GIVEN INFORMATION:
###
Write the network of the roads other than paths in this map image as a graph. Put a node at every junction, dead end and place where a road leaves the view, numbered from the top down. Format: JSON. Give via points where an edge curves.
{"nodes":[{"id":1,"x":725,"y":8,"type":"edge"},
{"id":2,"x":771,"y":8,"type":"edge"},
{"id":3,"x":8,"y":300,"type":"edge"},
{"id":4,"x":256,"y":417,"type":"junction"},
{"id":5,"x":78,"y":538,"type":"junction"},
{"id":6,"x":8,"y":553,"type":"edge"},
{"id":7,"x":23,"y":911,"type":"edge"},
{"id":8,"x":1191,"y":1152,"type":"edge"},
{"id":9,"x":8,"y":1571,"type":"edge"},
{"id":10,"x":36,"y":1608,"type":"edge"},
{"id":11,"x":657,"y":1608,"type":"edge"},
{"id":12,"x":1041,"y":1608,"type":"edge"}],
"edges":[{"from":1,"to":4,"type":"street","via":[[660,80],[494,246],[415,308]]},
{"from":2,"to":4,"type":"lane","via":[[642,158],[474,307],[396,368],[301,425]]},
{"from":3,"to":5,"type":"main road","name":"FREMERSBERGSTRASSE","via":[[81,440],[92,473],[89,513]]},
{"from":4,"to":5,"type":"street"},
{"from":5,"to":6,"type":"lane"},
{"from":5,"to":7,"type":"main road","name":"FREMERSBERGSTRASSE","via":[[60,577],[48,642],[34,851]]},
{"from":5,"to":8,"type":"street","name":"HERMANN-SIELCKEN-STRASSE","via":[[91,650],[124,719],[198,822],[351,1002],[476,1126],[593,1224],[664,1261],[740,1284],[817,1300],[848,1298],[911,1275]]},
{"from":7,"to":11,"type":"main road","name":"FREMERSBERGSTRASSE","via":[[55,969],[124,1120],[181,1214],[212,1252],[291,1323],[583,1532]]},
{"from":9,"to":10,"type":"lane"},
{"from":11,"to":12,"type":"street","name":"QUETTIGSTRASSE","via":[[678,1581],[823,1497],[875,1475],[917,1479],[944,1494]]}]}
###
TASK INSTRUCTIONS:
Write out each line exactly, as it is shown above.

OUTPUT:
Write the network of the roads other than paths in this map image as a graph. Put a node at every junction, dead end and place where a road leaves the view, numbered from the top down. Format: JSON. Give via points where an edge curves.
{"nodes":[{"id":1,"x":725,"y":8,"type":"edge"},
{"id":2,"x":771,"y":8,"type":"edge"},
{"id":3,"x":8,"y":300,"type":"edge"},
{"id":4,"x":256,"y":417,"type":"junction"},
{"id":5,"x":78,"y":538,"type":"junction"},
{"id":6,"x":8,"y":553,"type":"edge"},
{"id":7,"x":23,"y":911,"type":"edge"},
{"id":8,"x":1191,"y":1152,"type":"edge"},
{"id":9,"x":8,"y":1571,"type":"edge"},
{"id":10,"x":36,"y":1608,"type":"edge"},
{"id":11,"x":657,"y":1608,"type":"edge"},
{"id":12,"x":1041,"y":1608,"type":"edge"}],
"edges":[{"from":1,"to":4,"type":"street","via":[[660,80],[494,246],[415,308]]},
{"from":2,"to":4,"type":"lane","via":[[642,158],[474,307],[396,368],[301,425]]},
{"from":3,"to":5,"type":"main road","name":"FREMERSBERGSTRASSE","via":[[81,440],[92,473],[89,513]]},
{"from":4,"to":5,"type":"street"},
{"from":5,"to":6,"type":"lane"},
{"from":5,"to":7,"type":"main road","name":"FREMERSBERGSTRASSE","via":[[60,577],[48,642],[34,851]]},
{"from":5,"to":8,"type":"street","name":"HERMANN-SIELCKEN-STRASSE","via":[[91,650],[124,719],[198,822],[351,1002],[476,1126],[593,1224],[664,1261],[740,1284],[817,1300],[848,1298],[911,1275]]},
{"from":7,"to":11,"type":"main road","name":"FREMERSBERGSTRASSE","via":[[55,969],[124,1120],[181,1214],[212,1252],[291,1323],[583,1532]]},
{"from":9,"to":10,"type":"lane"},
{"from":11,"to":12,"type":"street","name":"QUETTIGSTRASSE","via":[[678,1581],[823,1497],[875,1475],[917,1479],[944,1494]]}]}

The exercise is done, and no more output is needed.